LA NECESSITE DES REFORMES FACE AUX INSUFFISANCES DU REGIME JURIDIQUE APPLICABLE A L'EXPLOITATION AGRICOLE

La nécessité de réforme du secteur agricole semble être évidente au regard de la situation nationale actuelle que le pays traverse. Mais avant d'envisager les perspectives d'avenir qui peuvent relever l'agriculture congolaise (section 2), disons un mot sur l'état de lieux de ce secteur (section1) durant la deuxième république

Section1. Etat de lieux du secteur agricole congolais

Le secteur agricole congolais fut marqué par différentes périodes au cours de son évolution. L'agriculture sous la deuxième république n'a pas produit des résultats satisfaisants, ceci à cause de la prise d'une mauvaise politique économique. La plus grosse erreur politico-économique sous la deuxième république fut incontestablement la zaïrianisation (§1). Cette dernière a plongé le pays dans une situation économique critique pendant des longues années. Et pour tenter de corriger cette erreur, le gouvernement fut poussé à réfléchir sur un modèle politique agricole globale et de cohérence à l'intérieur de laquelle devait s'articuler différentes actions de relance du secteur agricole : Le Plan Directeur (§2). Une politique qui, malheureusement, eut du mal à être exécuté pour diverses raisons que nous allons voir sous ce point.

§1. La zaïrianisation et son impact sur le secteur agricole

Réalisée dans le courant de l'année 1974, la « zaïrianisation » a constitué l'un des évènements les plus importants de la politique menée par le régime mobutiste, à savoir la nationalisation progressive des biens commerciaux et des propriétés foncières qui appartenaient à des ressortissants ou groupes financiers étrangers.
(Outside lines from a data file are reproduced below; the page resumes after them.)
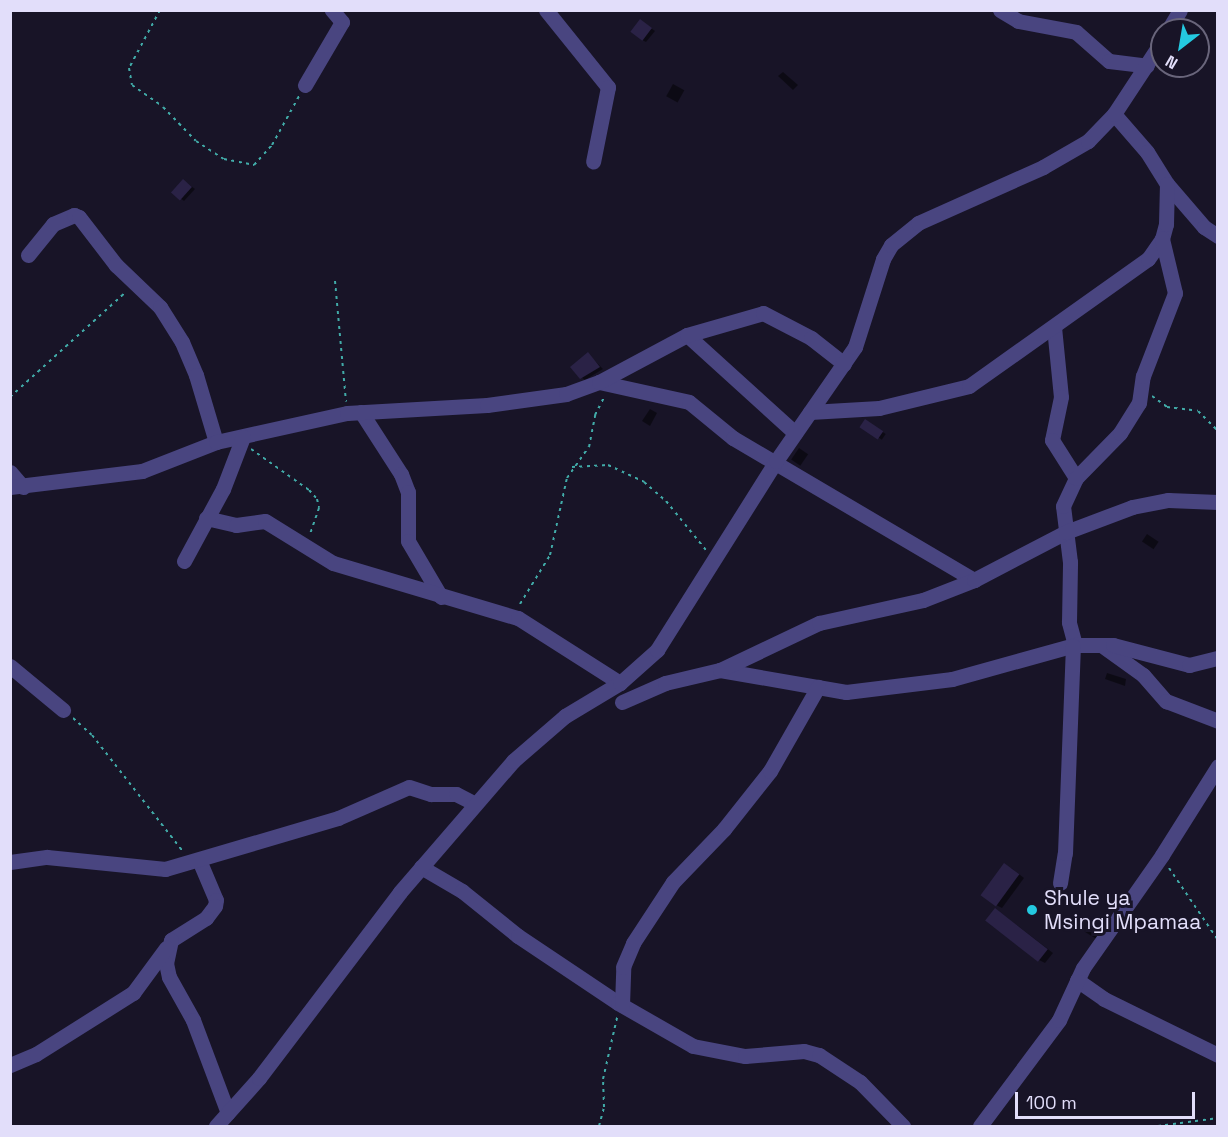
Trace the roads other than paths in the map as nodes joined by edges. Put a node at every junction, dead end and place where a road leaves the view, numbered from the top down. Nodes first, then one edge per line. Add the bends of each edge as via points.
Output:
1 (332, 10) edge
2 (546, 10) edge
3 (999, 10) edge
4 (1150, 61) edge
5 (1147, 66) junction
6 (305, 86) road end
7 (1114, 114) junction
8 (593, 162) dead end
9 (1167, 184) junction
10 (1218, 236) edge
11 (1162, 239) junction
12 (28, 255) dead end
13 (1054, 327) junction
14 (687, 335) junction
15 (844, 364) junction
16 (604, 384) junction
17 (354, 412) junction
18 (810, 412) junction
19 (795, 433) junction
20 (242, 440) junction
21 (216, 442) junction
22 (776, 461) junction
23 (10, 472) edge
24 (1076, 478) junction
25 (17, 487) edge
26 (1216, 501) edge
27 (206, 518) junction
28 (1066, 532) junction
29 (184, 561) dead end
30 (974, 580) junction
31 (441, 597) junction
32 (1100, 643) junction
33 (1074, 646) junction
34 (1218, 658) edge
35 (10, 666) edge
36 (720, 670) junction
37 (620, 683) junction
38 (818, 687) junction
39 (622, 702) dead end
40 (63, 710) road end
41 (1218, 721) edge
42 (1218, 766) edge
43 (474, 803) junction
44 (194, 861) junction
45 (10, 862) edge
46 (421, 867) junction
47 (1060, 883) dead end
48 (166, 948) junction
49 (1077, 980) junction
50 (620, 1004) junction
51 (1218, 1055) edge
52 (10, 1065) edge
53 (228, 1113) junction
54 (216, 1126) edge
55 (903, 1126) edge
56 (981, 1126) edge

1 - 6 street via 342,22
2 - 8 street via 608,87
3 - 5 street via 1018,21 1076,32 1109,61
4 - 5 street
5 - 7 street
7 - 9 street via 1147,152
7 - 15 street via 1088,141 1043,167 958,203 902,233 883,259 865,324
9 - 10 street via 1204,227
9 - 11 street
11 - 13 street via 1133,271
11 - 24 street via 1176,293 1129,422
12 - 21 street via 53,224 74,215 116,265 160,307 182,342
13 - 18 street via 958,391 879,408
13 - 24 street via 1061,397 1052,440
14 - 15 street via 763,313 811,338
14 - 16 street
14 - 19 street
15 - 18 street
16 - 17 street via 487,405
16 - 22 street via 689,402 733,438
17 - 20 street
17 - 31 street via 401,474 408,492 408,541
18 - 19 street
19 - 22 street
20 - 21 street
20 - 27 street
21 - 25 street via 142,471
22 - 30 street
22 - 37 street via 657,650
23 - 25 street
24 - 28 street via 1063,506
26 - 28 street via 1150,502
27 - 29 street
27 - 31 street via 236,525 265,521 345,567
28 - 30 street
28 - 33 street via 1069,622
30 - 36 street via 906,606 819,623
31 - 37 street via 518,618
32 - 33 street
32 - 34 street via 1189,665
32 - 41 street via 1143,675 1166,700
33 - 38 street via 952,679 846,692
33 - 47 street via 1065,853
35 - 40 street
36 - 38 street
36 - 39 street via 665,683
37 - 43 street via 565,716 513,761
38 - 50 street via 770,771 724,829 673,882 633,943 623,967
42 - 49 street
43 - 44 street via 456,794 431,794 409,788 338,818
43 - 46 street
44 - 45 street via 165,869 47,857
44 - 48 street via 216,900 215,906 206,918 178,933
46 - 50 street via 462,891 518,936
46 - 53 street
48 - 52 street via 133,993 36,1054
48 - 53 street via 169,977 193,1020
49 - 51 street via 1104,999
49 - 56 street via 1059,1020
50 - 55 street via 700,1048 746,1056 804,1051 819,1055 860,1082
53 - 54 street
En réalité, si cette mesure s'inscrivait officiellement dans un effort visant à la réappropriation nationale de l'économie ainsi qu'à la redistribution des richesses acquises pendant la colonisation, elle a constitué surtout un échec.

A. Structures économiques

Après la première guerre du Congo, Mobutu, nouveau chef d'État s'est engagé à regagner la confiance des milieux d'affaires étrangers. En 1966, les puissantes industries minières du Kasaï et du Katanga sont nationalisées. C'est alors l'âge d'or du Congo, maintenant indépendant (en 1967 1 franc congolais vaut alors 2 dollars américains). Les écoles publiques se développent et l' exode rural s'accélère ; les prix du café, du cuivre ou d'autres minerais sont florissants mais l' économie du pays est encore, comme à l'époque coloniale, trop tournée vers l' exportation, et par conséquent fragile.
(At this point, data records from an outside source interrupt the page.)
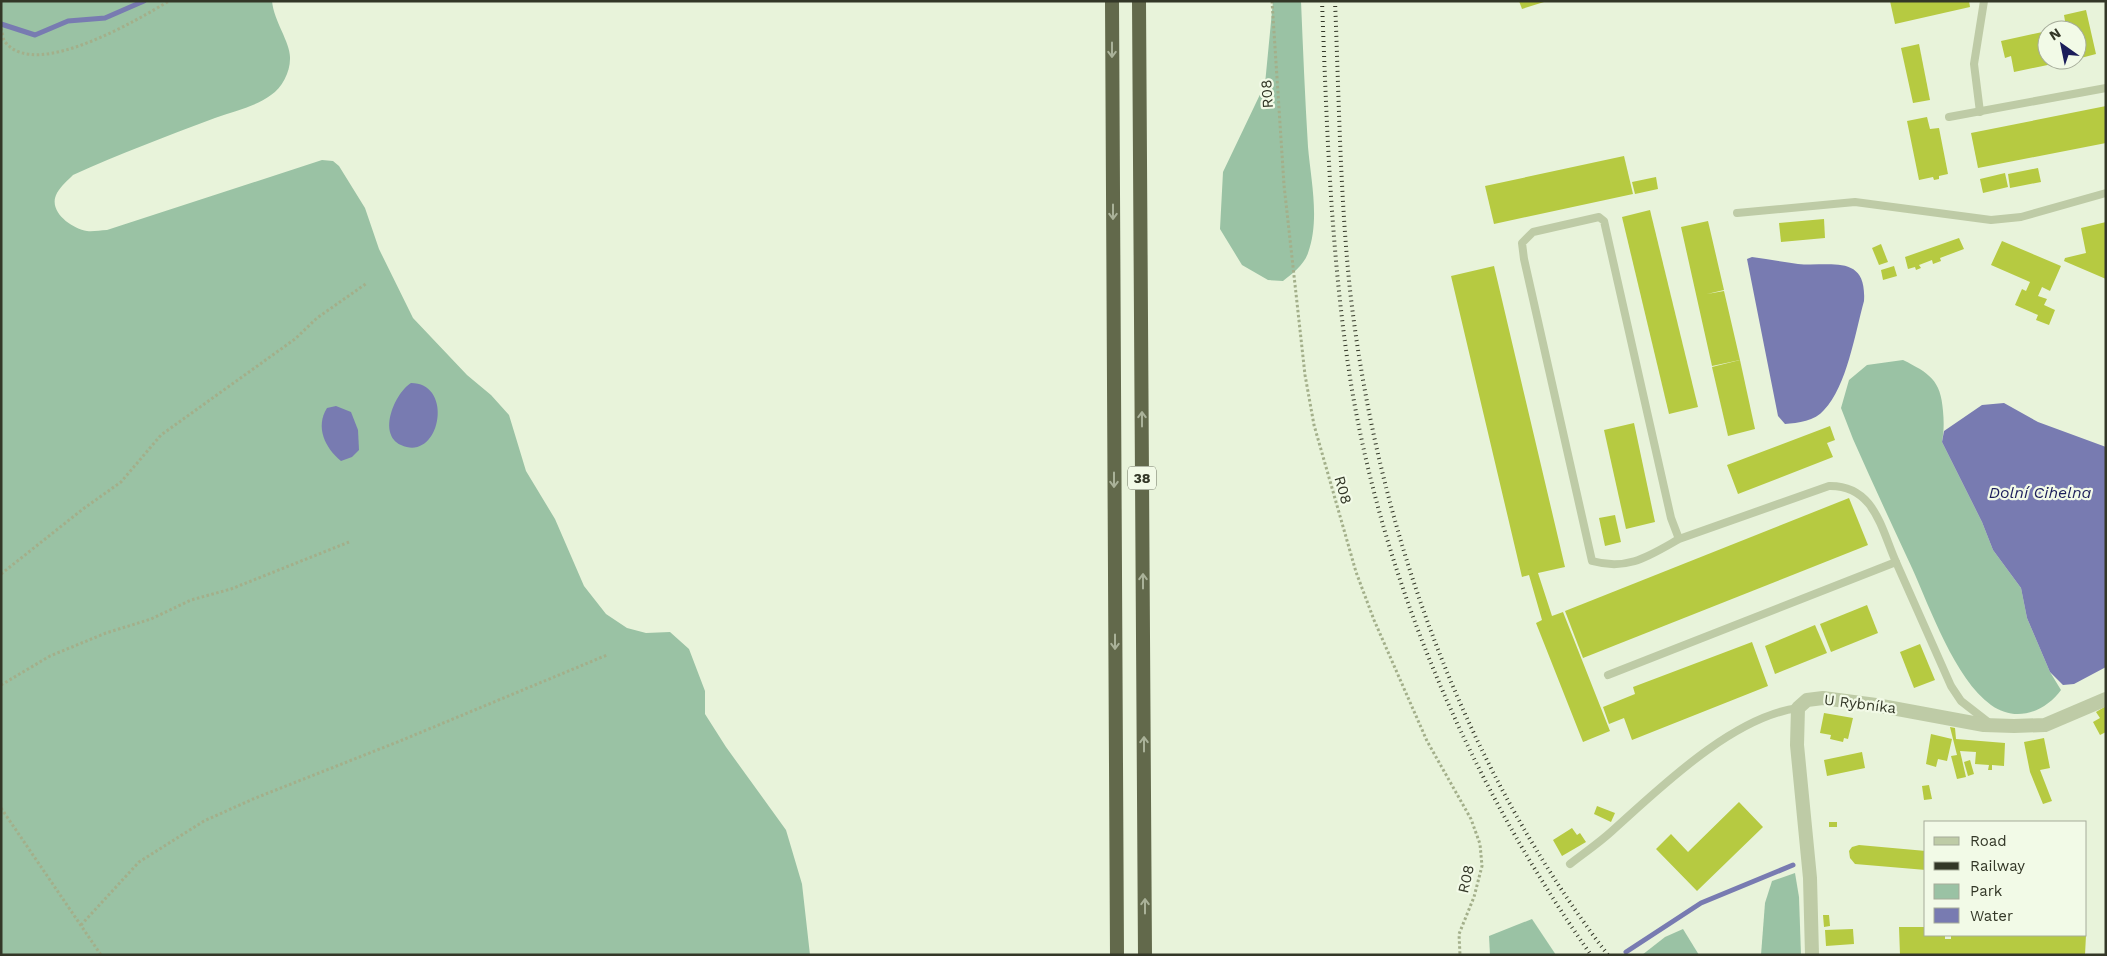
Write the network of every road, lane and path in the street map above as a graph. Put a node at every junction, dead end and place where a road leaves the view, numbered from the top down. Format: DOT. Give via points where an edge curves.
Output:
graph roads {
  1 [pos="169,1"];
  2 [pos="1112,1"];
  3 [pos="1139,1"];
  4 [pos="1272,1"];
  5 [pos="1984,1"];
  6 [pos="1,28"];
  7 [pos="2106,88"];
  8 [pos="1980,112"];
  9 [pos="1949,117"];
  10 [pos="2106,193"];
  11 [pos="1737,213"];
  12 [pos="367,283"];
  13 [pos="1679,539"];
  14 [pos="349,542"];
  15 [pos="1896,562"];
  16 [pos="1,574"];
  17 [pos="607,655"];
  18 [pos="1608,675"];
  19 [pos="1,685"];
  20 [pos="2106,699"];
  21 [pos="1798,708"];
  22 [pos="1993,725"];
  23 [pos="1,808"];
  24 [pos="1570,864"];
  25 [pos="81,925"];
  26 [pos="101,955"];
  27 [pos="1117,955"];
  28 [pos="1145,955"];
  29 [pos="1460,955"];
  30 [pos="1812,955"];
  1 -- 6 [label="path" via="86,45 54,53 34,54 15,49 6,44"];
  2 -- 27 [label="highway, 38, one-way"];
  28 -- 3 [label="highway, 38, one-way"];
  4 -- 29 [label="path, R08" via="1284,185 1305,375 1314,425 1356,572 1371,611 1427,740 1480,844 1482,866 1459,934"];
  5 -- 8 [label="lane" via="1974,64"];
  7 -- 8 [label="lane"];
  8 -- 9 [label="lane"];
  10 -- 11 [label="lane" via="2021,217 1991,220 1855,202"];
  12 -- 16 [label="path" via="161,435 121,482"];
  13 -- 13 [label="lane" via="1671,518 1604,222 1599,217 1533,232 1522,242 1524,258 1592,561 1626,565"];
  13 -- 15 [label="lane" via="1829,486 1842,486 1858,492 1871,504"];
  14 -- 19 [label="path" via="231,590 190,600 151,619 50,656"];
  15 -- 18 [label="lane"];
  15 -- 22 [label="lane" via="1951,686 1966,706"];
  17 -- 25 [label="path" via="253,798 204,821 139,862"];
  20 -- 22 [label="street, U Rybníka" via="2045,725"];
  21 -- 22 [label="street, U Rybníka" via="1807,700 1823,698"];
  21 -- 24 [label="lane" via="1774,713 1703,754"];
  21 -- 30 [label="street" via="1797,745 1810,878"];
  23 -- 25 [label="path"];
  25 -- 26 [label="path"];
}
À partir de 1973, le pays est touché par une crise économique aiguë, due à la baisse des prix du cuivre et à l'augmentation de ceux du pétrole. La corruption se généralise et l' inflation devient galopante, tandis que Mobutu privatise de nombreuses entreprises à son nom ou aux noms de ses proches (zaïrianisation)11(*). Le pays produit d'importante quantité de café pour l'exportation mais ne couvre pas ses besoins alimentaires, Mobutu fait importer des céréales et de la viande d' Afrique du Sud et de Rhodésie (deux régimes alors ségrégationnistes à l'époque) au lieu de moderniser l' agriculture du pays qui, vu son climat, pourrait facilement subvenir à ses besoins.
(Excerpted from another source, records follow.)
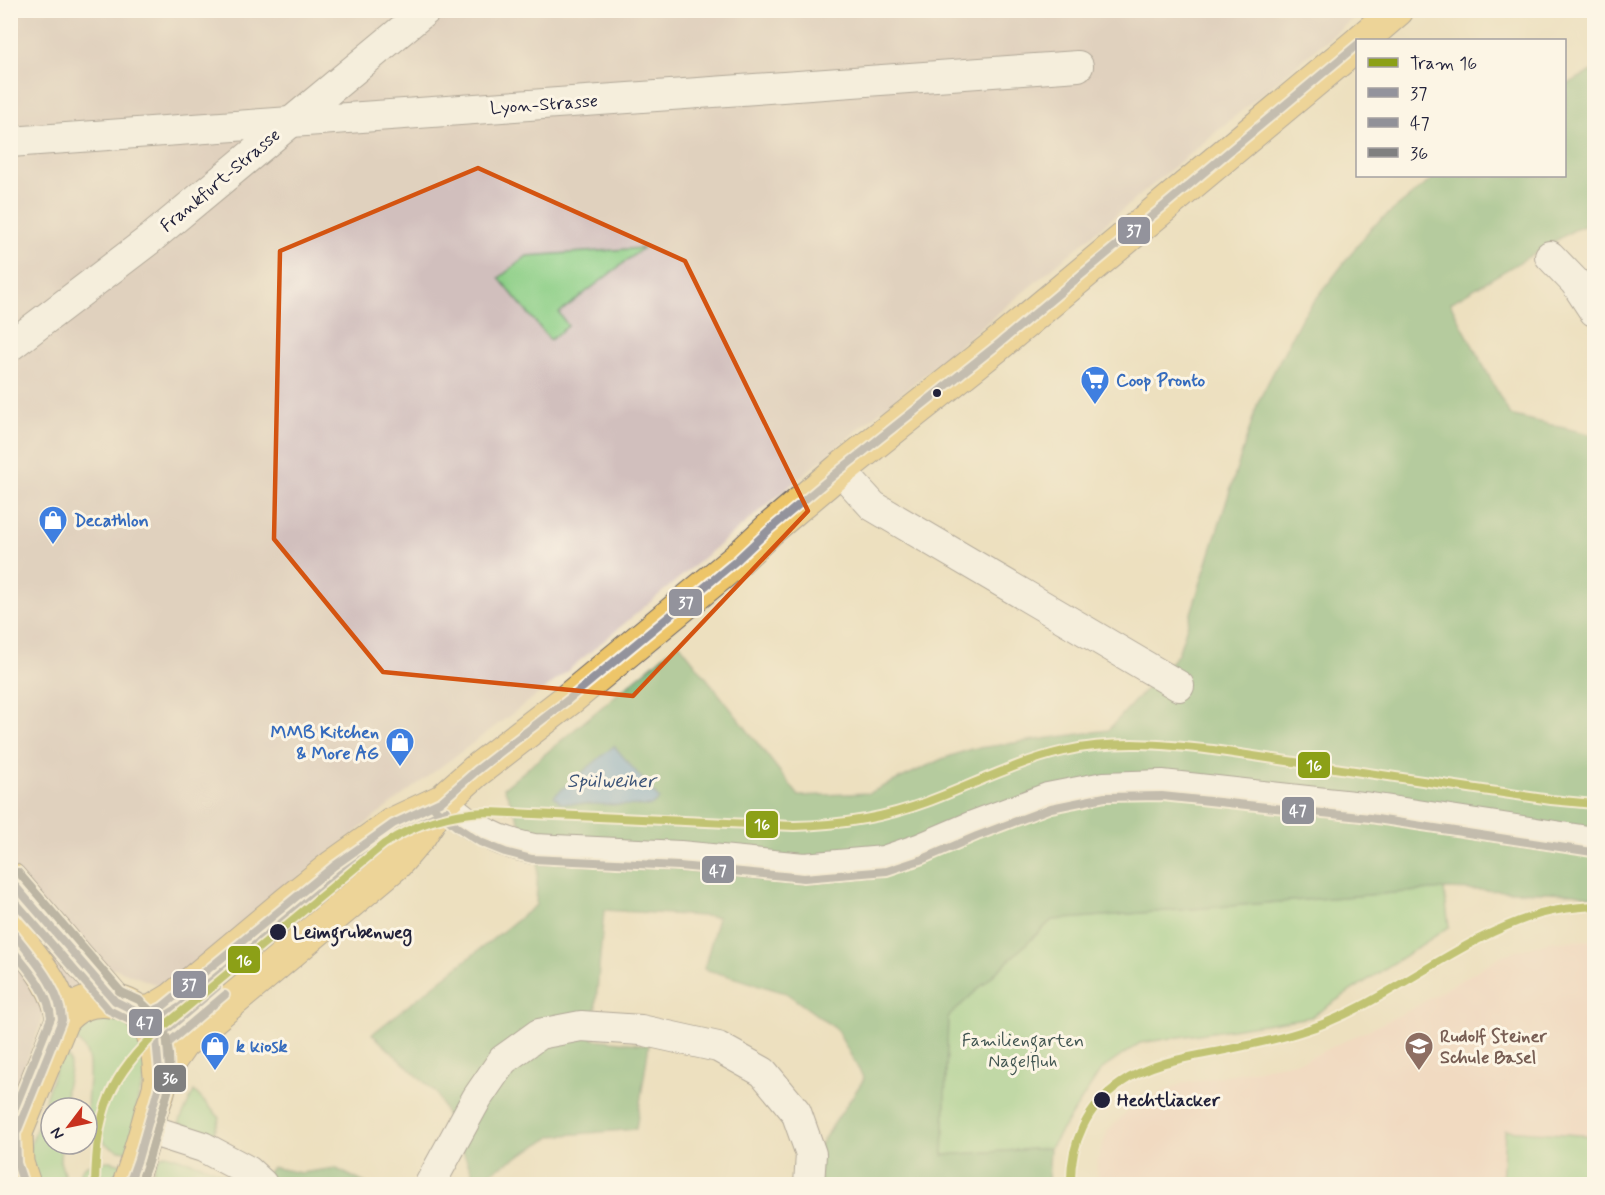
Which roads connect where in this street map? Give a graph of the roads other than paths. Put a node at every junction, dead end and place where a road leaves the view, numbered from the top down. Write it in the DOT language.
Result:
graph roads {
  1 [pos="426,10"];
  2 [pos="1397,10"];
  3 [pos="1363,39"];
  4 [pos="1356,46"];
  5 [pos="1078,66"];
  6 [pos="290,122"];
  7 [pos="10,142"];
  8 [pos="1550,256"];
  9 [pos="1594,311"];
  10 [pos="10,346"];
  11 [pos="840,470"];
  12 [pos="1179,686"];
  13 [pos="442,801"];
  14 [pos="1594,842"];
  15 [pos="10,879"];
  16 [pos="46,920"];
  17 [pos="15,935"];
  18 [pos="127,1007"];
  19 [pos="62,1020"];
  20 [pos="160,1082"];
  21 [pos="147,1129"];
  22 [pos="13,1140"];
  23 [pos="24,1185"];
  24 [pos="129,1185"];
  25 [pos="261,1185"];
  26 [pos="429,1185"];
  27 [pos="809,1185"];
  1 -- 6 [label="street, Frankfurt-Strasse"];
  2 -- 3 [label="main road"];
  4 -- 11 [label="main road"];
  5 -- 6 [label="street, Lyon-Strasse"];
  6 -- 7 [label="street, Lyon-Strasse"];
  6 -- 10 [label="street, Frankfurt-Strasse"];
  8 -- 9 [label="street"];
  11 -- 12 [label="street"];
  11 -- 13 [label="main road"];
  13 -- 14 [label="street"];
  13 -- 18 [label="main road"];
  13 -- 20 [label="main road"];
  15 -- 16 [label="main road"];
  16 -- 17 [label="main road"];
  16 -- 18 [label="main road"];
  17 -- 19 [label="main road"];
  18 -- 19 [label="main road"];
  18 -- 20 [label="main road"];
  19 -- 22 [label="main road"];
  20 -- 21 [label="main road"];
  21 -- 24 [label="main road"];
  21 -- 25 [label="street"];
  22 -- 23 [label="main road"];
  26 -- 27 [label="street"];
}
De manière générale, les nouveaux propriétaires de biens économiques et financiers n'étaient pas suffisamment préparés pour assurer une gestion de moyen et de long terme de l'outil de production. Ceux qui n'ont pas fait faillite ont placé d'immenses investissements en Occident. Mobutu détourne les devises d'État de telle façon qu'en 1984, il est un des hommes les plus riches de la planète avec 4 milliards de dollars, l'équivalent de la dette extérieure du pays à l'époque. La dette s'accroît encore plus avec la construction pharaonique du barrage hydroélectrique d'Inga, chantier légué par la Belgique coloniale et dont le Zaïre n'avait pas besoin. Si le barrage d'Inga a rapporté de l'argent aux entreprises françaises (EDF) ou italiennes, celui-ci, tout comme l' aciérie de Maluku a vite été abîmé. Cette politique nationaliste du régime eu aussi pour conséquence de freiner les investissements étrangers au Zaïre, favorisant in fine une forme de monopole d'entrée de capitaux étrangers dans le chef des différents fonds de coopération au développement.

Bien que plus depuis plus de 20ans l'agriculture ne cesse d'être proclamée une priorité (déclaration de politique générale de 1969) dans ce pays, il ne parait pas qu'une certaine volonté politique ait concrétisé ces propos. En effet, nous référant aux objectifs assignés à l'agriculture zaïroise, à savoir :

1. Produire des denrées alimentaires de base en vue d'assurer à la population une alimentation saine et équilibrée et si possible arriver à exporter ;

2. Fournir les matières premières aux industries locales ;

3. Promouvoir les cultures d'exportation source génératrice des devises nécessaires à l'acquisition des biens d'équipement pour le développement du pays.

Face aux réalités sur terrain, d'aucun ne soutiendrait ces déclarations de démagogiques.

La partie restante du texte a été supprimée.